Había mucha sangre en el suelo y sus ojos comenzaban a apagarse. Se había
clavado la afilada cuchilla en el muslo y probablemente había alcanzado una
arteria, porque sangraba con profusión. En ese momento ella estaba más cerca de
la puerta que yo, y podría haberla abierto de tener fuerzas para hacerlo.
Afuera
los gritos alcanzaron la histeria. No necesitábamos ver lo que sucedía para
imaginarlo. Los monstruos habían encontrado la bajada hacia sótano y también al
hombre y al niño, que ahora peleaban por su vida.
¡Que
Dios me perdone! Hubiese podido salvarlos de haber abierto aquella maldita
puerta cuando los oímos por primera vez, pero el miedo me había paralizado.
Los
gritos cesaron casi al mismo tiempo que sus ojos se apagaron. Recé por ella,
por ellos y por la humanidad. Después me atreví a mirar por la mirilla. Nada,
solo oscuridad. No puedo verlos, pero escucho las uñas arañando el metal. Sé
que la puerta aguantará, pero no podré salir jamás de aquí porque los cuerpos
de las abominaciones han bloqueado la puerta. No se irán, porque sé que pueden
oler que estoy aquí adentro, del mismo modo que el olor de la podredumbre de
sus cuerpos muertos llega hasta mí.
Damián dejó el bolígrafo. Estaba cansado.

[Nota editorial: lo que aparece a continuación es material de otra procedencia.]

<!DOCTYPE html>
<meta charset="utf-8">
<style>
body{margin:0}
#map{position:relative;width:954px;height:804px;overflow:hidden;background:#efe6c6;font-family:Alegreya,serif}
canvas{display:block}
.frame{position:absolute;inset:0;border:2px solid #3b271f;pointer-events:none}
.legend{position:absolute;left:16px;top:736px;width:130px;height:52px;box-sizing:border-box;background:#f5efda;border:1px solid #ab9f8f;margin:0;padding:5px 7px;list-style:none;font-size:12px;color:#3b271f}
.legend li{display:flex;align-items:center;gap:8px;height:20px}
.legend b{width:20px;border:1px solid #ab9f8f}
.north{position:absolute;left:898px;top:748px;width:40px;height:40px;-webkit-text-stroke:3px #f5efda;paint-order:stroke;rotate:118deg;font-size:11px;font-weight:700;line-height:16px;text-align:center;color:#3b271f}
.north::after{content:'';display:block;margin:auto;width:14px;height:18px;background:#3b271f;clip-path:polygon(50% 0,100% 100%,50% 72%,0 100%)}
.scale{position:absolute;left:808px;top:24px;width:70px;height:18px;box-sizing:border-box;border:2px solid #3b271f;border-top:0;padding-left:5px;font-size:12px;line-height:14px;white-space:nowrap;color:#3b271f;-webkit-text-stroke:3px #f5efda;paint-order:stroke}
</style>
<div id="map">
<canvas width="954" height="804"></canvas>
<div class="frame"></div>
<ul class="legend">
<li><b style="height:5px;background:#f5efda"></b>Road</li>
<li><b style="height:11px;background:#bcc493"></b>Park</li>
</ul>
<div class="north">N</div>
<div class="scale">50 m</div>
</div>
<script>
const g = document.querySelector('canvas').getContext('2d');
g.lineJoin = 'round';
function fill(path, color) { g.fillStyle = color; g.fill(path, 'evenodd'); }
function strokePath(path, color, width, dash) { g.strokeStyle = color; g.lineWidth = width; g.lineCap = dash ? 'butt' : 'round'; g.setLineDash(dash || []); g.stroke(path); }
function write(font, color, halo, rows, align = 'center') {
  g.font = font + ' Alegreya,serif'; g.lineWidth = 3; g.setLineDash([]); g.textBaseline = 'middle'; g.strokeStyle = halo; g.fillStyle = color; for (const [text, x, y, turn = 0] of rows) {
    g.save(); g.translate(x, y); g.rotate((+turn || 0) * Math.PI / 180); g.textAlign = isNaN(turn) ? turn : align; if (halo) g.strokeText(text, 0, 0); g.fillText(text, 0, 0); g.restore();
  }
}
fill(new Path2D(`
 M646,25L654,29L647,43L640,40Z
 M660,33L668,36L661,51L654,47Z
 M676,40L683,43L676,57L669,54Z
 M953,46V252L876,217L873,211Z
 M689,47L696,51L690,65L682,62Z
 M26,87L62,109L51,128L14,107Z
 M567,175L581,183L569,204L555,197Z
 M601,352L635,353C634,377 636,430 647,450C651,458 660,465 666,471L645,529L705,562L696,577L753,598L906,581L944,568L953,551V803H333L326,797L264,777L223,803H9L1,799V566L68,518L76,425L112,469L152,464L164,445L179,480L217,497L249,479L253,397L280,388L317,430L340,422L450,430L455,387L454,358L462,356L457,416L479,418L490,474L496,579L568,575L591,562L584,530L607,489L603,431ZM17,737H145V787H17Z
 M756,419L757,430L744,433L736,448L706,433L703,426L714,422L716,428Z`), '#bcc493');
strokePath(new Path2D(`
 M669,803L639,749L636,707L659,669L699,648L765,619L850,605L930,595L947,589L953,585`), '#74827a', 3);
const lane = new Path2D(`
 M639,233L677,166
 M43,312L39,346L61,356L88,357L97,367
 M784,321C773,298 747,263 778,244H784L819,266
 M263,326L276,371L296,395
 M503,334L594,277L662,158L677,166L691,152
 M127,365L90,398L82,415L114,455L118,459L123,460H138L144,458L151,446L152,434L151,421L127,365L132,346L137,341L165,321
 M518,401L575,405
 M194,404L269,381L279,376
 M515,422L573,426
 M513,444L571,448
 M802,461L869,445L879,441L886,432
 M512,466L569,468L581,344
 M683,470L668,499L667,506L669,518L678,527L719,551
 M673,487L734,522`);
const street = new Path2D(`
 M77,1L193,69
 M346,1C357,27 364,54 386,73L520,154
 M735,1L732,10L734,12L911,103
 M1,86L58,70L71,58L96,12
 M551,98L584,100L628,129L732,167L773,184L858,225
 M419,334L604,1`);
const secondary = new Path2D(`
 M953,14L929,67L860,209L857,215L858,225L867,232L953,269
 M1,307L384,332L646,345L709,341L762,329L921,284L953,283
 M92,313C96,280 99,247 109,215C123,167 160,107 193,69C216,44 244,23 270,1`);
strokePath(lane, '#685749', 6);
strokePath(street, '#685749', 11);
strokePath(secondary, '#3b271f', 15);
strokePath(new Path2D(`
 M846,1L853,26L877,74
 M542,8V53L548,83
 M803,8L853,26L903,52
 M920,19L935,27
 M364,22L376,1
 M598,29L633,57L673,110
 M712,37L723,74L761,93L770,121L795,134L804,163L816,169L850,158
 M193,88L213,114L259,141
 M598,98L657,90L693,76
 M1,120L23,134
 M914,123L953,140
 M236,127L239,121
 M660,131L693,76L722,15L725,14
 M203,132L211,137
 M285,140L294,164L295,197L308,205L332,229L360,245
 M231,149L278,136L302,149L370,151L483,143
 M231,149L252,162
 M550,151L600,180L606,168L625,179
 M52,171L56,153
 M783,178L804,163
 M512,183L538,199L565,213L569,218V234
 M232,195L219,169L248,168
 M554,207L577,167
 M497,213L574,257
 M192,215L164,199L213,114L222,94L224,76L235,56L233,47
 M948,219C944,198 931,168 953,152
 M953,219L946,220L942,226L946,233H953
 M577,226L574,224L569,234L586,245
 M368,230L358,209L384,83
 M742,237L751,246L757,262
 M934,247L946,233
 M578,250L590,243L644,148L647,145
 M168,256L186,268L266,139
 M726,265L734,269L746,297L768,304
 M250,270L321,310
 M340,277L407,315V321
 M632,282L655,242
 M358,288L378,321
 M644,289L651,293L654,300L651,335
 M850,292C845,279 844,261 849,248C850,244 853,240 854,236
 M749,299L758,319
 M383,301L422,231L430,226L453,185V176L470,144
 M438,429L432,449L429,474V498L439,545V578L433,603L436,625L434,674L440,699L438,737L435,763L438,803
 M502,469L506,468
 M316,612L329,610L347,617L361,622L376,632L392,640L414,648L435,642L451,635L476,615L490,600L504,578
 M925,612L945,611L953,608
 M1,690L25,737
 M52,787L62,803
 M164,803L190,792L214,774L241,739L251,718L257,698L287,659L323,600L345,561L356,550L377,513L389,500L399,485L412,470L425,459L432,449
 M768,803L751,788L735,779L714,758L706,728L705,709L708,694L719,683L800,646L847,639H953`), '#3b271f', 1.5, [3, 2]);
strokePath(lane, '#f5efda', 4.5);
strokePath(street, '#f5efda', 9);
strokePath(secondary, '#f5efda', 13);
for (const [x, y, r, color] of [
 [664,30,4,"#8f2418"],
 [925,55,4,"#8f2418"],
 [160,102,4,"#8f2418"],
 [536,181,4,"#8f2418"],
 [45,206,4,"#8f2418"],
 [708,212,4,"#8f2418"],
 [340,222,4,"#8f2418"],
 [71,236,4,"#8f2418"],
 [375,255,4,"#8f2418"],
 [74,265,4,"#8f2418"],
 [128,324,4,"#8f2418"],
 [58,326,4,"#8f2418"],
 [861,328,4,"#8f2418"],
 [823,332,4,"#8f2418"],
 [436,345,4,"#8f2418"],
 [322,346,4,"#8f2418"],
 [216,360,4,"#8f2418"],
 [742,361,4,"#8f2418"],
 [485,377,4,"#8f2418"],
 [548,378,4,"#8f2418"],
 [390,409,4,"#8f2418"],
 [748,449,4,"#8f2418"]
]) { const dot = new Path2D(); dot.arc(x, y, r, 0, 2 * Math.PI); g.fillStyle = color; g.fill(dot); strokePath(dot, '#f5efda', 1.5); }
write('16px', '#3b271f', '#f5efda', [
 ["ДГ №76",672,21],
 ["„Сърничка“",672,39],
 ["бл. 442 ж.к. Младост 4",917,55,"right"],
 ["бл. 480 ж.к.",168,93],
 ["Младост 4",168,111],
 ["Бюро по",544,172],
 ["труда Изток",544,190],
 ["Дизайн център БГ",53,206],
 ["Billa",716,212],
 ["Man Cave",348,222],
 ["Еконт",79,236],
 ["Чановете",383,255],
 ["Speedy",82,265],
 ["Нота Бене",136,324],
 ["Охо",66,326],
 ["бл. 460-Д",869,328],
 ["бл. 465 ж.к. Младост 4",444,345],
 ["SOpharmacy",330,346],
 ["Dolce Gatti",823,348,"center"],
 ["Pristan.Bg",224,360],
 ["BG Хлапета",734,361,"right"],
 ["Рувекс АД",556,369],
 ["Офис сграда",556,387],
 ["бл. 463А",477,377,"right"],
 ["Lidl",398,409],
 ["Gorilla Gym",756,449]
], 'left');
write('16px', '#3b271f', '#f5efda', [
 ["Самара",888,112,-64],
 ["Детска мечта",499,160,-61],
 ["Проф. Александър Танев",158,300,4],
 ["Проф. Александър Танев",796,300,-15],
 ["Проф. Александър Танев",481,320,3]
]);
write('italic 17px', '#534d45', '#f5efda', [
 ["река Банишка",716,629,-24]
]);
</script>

Se levantó con dificultad y caminó hasta el baño para tomar otro trago del agua
de la cisterna. Tenía mucha hambre. ¿Qué era lo que se esperaba de él?

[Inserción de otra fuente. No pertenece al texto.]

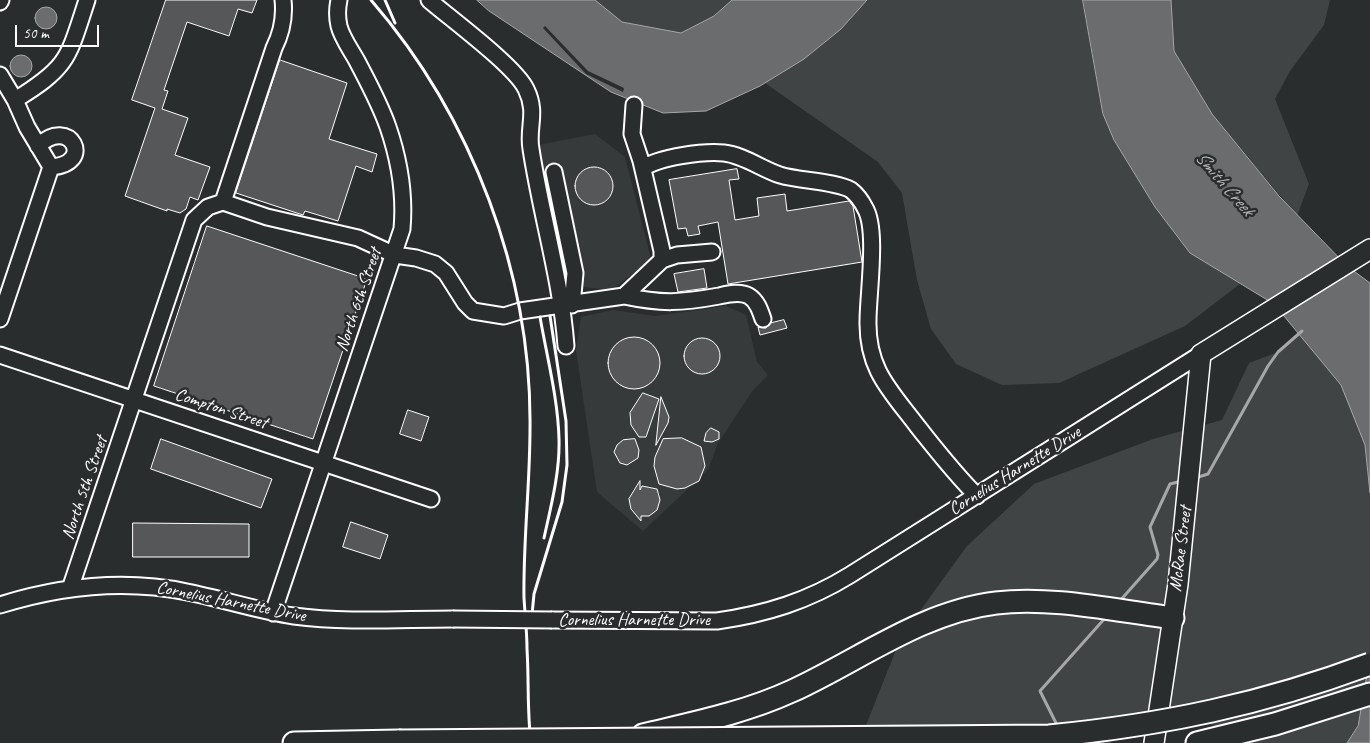 <!DOCTYPE html>
<html>
<head>
<meta charset="utf-8">
<style>
  body { margin:0 }
  #map { position:relative; width:1370px; height:743px; overflow:hidden; background:#2a2d2e; font-family:Caveat,sans-serif }
  canvas { display:block }
  .scale { position:absolute; left:15px; top:25px; width:84px; height:22px; box-sizing:border-box; border:2px solid #fff; border-top:0; padding-left:6px; font-size:15px; line-height:18px; white-space:nowrap; color:#fff; -webkit-text-stroke:4px #2a2d2e; paint-order:stroke }
</style>
</head>
<body>
<div id="map">
<canvas width="1370" height="743"></canvas>
<div class="scale">50 m</div>
</div>
<script>
const context = document.querySelector('canvas').getContext('2d');
context.lineJoin = 'round';
function fill(path, color) {
  context.fillStyle = color;
  context.fill(path, 'evenodd');
}
function stroke(path, color, width, dash) {
  context.strokeStyle = color;
  context.lineWidth = width;
  context.lineCap = dash ? 'butt' : 'round';
  context.setLineDash(dash || []);
  context.stroke(path);
}
function label(font, color, halo, rows, align = 'center') {
  context.font = font + ' Caveat,sans-serif';
  context.lineWidth = 5;
  context.setLineDash([]);
  context.textBaseline = 'middle';
  context.strokeStyle = halo;
  context.fillStyle = color;
  for (const [text, x, y, turn = 0] of rows) {
    context.save();
    context.translate(x, y);
    context.rotate((+turn || 0) * Math.PI / 180);
    context.textAlign = isNaN(turn) ? turn : align;
    if (halo) context.strokeText(text, 0, 0);
    context.fillText(text, 0, 0);
    context.restore();
  }
}
fill(new Path2D(`
  M595 134 625 157 651 259 612 290 566 285 538 145Z
  M726 306 746 315 757 362 768 375 753 390 718 443 708 470 643 531 597 492 576 350 581 317 613 310 655 316Z`), '#373a3b');
fill(new Path2D(`
  M595 0H732L714 16 681 33 622 22Z
  M867 0H1083L1103 114 1114 140 1155 207 1190 253 1240 284 1185 326 1059 383 1002 385 956 364 931 329 917 280 902 193 878 162 765 83 804 58 841 29Z
  M1171 0H1330L1324 25 1290 71 1275 99 1309 184 1297 216 1212 114 1174 51Z
  M1299 333 1341 385 1365 445 1370 493V657L1358 726 1347 743H1249L1206 722 1117 736 1110 743H859L901 637 967 546 1034 484 1153 439 1222 420 1249 363 1278 352Z`), '#414445');
const water = new Path2D(`
  M477 0H595L622 22 681 33 714 16 732 0H867L841 29 804 59 760 86 706 111 663 113 611 92 489 11Z
  M1083 0H1171L1174 51 1212 114 1279 196 1347 266 1370 283V493L1365 445 1341 385 1274 304 1190 253 1155 207 1114 140 1103 114Z
  M35 18a11 11 0 1 1 22 0a11 11 0 1 1-22 0Z
  M10 66a11 11 0 1 1 22 0a11 11 0 1 1-22 0Z
  M1370 657V743H1347L1358 726Z`);
fill(water, '#6a6c6d');
stroke(water, '#a6a7a7', 1);
fill(new Path2D(`
  M545 26 588 71 624 88 623 92 586 74 543 28Z`), '#2a2d2e');
stroke(new Path2D(`
  M1195 478 1208 474 1268 366 1278 352 1302 331
  M1118 603 1157 559 1158 555 1150 527 1170 484 1182 481
  M1055 727 1056 723 1040 691 1106 617`), '#a6a7a7', 3);
const building = new Path2D(`
  M166 0H257L252 13 238 9 229 36 187 22 164 90 168 91 162 109 188 118 175 155 210 167 198 200 190 197 186 209 180 213 167 209V211L125 196 155 108 132 100Z
  M280 60 347 83 329 139 377 154 372 172 356 166 338 221 305 211 303 215 236 193Z
  M575 186a19 19 0 1 1 38 0a19 19 0 1 1-38 0Z
  M737 169 739 179 729 180 735 220 759 216 757 198 785 194 787 211 849 201 853 206 862 262 728 284 718 222 698 226 700 234 688 236 686 228 678 229 669 180Z
  M207 226 367 279 313 439 154 386Z
  M704 269 707 288 678 292 674 274Z
  M784 320 787 328 760 335 758 327 766 328 771 323Z
  M608 363a26 26 0 1 1 52 0a26 26 0 1 1-52 0Z
  M684 356a18 18 0 1 1 36 0a18 18 0 1 1-36 0Z
  M643 393 659 399 646 437H639L631 425 630 413Z
  M661 397 669 417 668 423 656 445Z
  M408 410 429 417 421 441 400 434Z
  M711 428 719 432V439L712 442 704 441 706 433Z
  M682 438 701 447 705 466 699 481 685 488 677 489 659 484 654 466 655 457 663 439Z
  M161 439 272 479 261 508 151 469Z
  M635 439 639 450 638 458 627 465 620 463 614 452 617 445 623 440Z
  M640 481V490L642 486 657 489 660 500 657 510 649 516H641V521L631 509 629 499Z
  M351 522 388 535 380 559 343 547Z
  M133 523 249 524V557H133Z`);
fill(building, '#555758');
stroke(building, '#fff', 1);
const minor = new Path2D(`
  M429 0C451 19 515 66 526 89 538 113 527 128 531 149 541 215 561 279 566 346
  M0 2 1 0
  M0 75 15 100
  M634 105 632 134 641 161 662 251V260
  M38 146C70 115 96 164 51 167
  M51 167 27 127 15 100C69 67 68 58 87 0
  M643 168C660 157 703 151 724 153 743 155 762 169 780 175 799 181 835 181 851 190 856 194 862 202 865 208 878 229 868 294 868 321 867 370 891 391 918 427 938 452 954 473 977 496
  M554 172 575 273 572 305
  M223 202 274 48C282 32 285 18 283 0
  M624 296C662 304 681 303 719 296 728 294 740 291 749 296 757 301 760 310 763 319
  M0 319 51 167
  M0 355 431 499
  M70 589 194 220 208 207 223 202 267 217 358 238 395 255 416 258 435 264 446 273 465 303 473 311 504 316 520 311 624 296 662 260 677 255 712 252
  M0 605C61 586 124 579 187 592 223 599 258 611 294 616 346 623 401 619 453 619
  M273 613 402 229C405 195 399 159 388 127 380 104 368 82 357 61 351 50 342 38 339 26 337 17 337 9 339 0
  M552 620 717 621C766 614 808 601 850 575L1201 354`);
const major = new Path2D(`
  M1154 743 1178 584 1201 354 1370 249`);
const highway = new Path2D(`
  M643 735C693 723 744 713 792 691 858 661 921 612 996 603 1052 596 1116 611 1173 618
  M294 743 399 741
  M1197 743 1275 724 1370 694`);
stroke(minor, '#fff', 19);
stroke(major, '#fff', 22);
stroke(highway, '#fff', 25);
stroke(minor, '#2a2d2e', 15);
stroke(major, '#2a2d2e', 19);
stroke(highway, '#2a2d2e', 21);
stroke(new Path2D(`
  M371 0C472 117 532 274 530 429 530 485 523 542 524 598 525 615 527 632 527 649 529 680 527 712 531 743
  M385 0 395 23
  M540 317C547 357 558 399 559 439 560 472 551 506 544 538
  M531 625 534 594 562 502 567 465 566 421 550 316`), '#fff', 3);
const minorBridge = new Path2D(`
  M453 619 552 620`);
const highwayBridge = new Path2D(`
  M399 741 1049 736C1163 725 1263 704 1370 664`);
stroke(minorBridge, '#fff', 19, []);
stroke(highwayBridge, '#fff', 25, []);
stroke(minorBridge, '#2a2d2e', 15);
stroke(highwayBridge, '#2a2d2e', 21);
label('18px', '#fff', '#2a2d2e', [
  ["North 6th Street",359,300,-71],
  ["Compton Street",221,409,18],
  ["Cornelius Harnette Drive",1015,471,-32],
  ["North 5th Street",85,488,-71],
  ["McRae Street",1181,549,-83],
  ["Cornelius Harnette Drive",231,602,11],
  ["Cornelius Harnette Drive",634,620]
]);
label('italic 19px', '#b4b6b6', '#2a2d2e', [
  ["Smith Creek",1224,184,49]
]);
</script>
</body>
</html>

Se acercó hasta la puerta y la acarició
con sus dedos fríos.
—Por favor, dejadme salir —susurró entre
lágrimas, con los labios pegados al metal— quiero que todo esto acabe de una
vez.
Damián comenzó a sollozar mientras
golpeaba inútilmente la puerta. Y gritó hasta que ya no le quedaron fuerzas.
Cuando estaba a punto de dejarse caer sobre las rodillas, oyó un ruido dentro
de la habitación.
¡Cómo había podido ser tan tonto! La
misma fuerza vital que había hecho que aquellos seres se levantasen de sus
tumbas estaba volviendo a animar a la mujer, que se incorporó y miró
desconcertada a su alrededor. Cuando sus ojos sin brillo lo vieron, la que
había sido Joanne, su compañera de cautiverio, comenzó a reptar hacia él con el
rostro transformado en un rictus de hambre animal. Damián se dio cuenta de que
por fin Dios lo había escuchado. Seguramente sería doloroso, pero nada que un
buen siervo de Cristo no pudiese soportar. Además era de justicia que todo
acabase así. Ahora sería él quien sirviese de alimento. Damián arrojó la
cuchilla lejos y comenzó a rezar mientras caminaba sin temor hacia Joanne.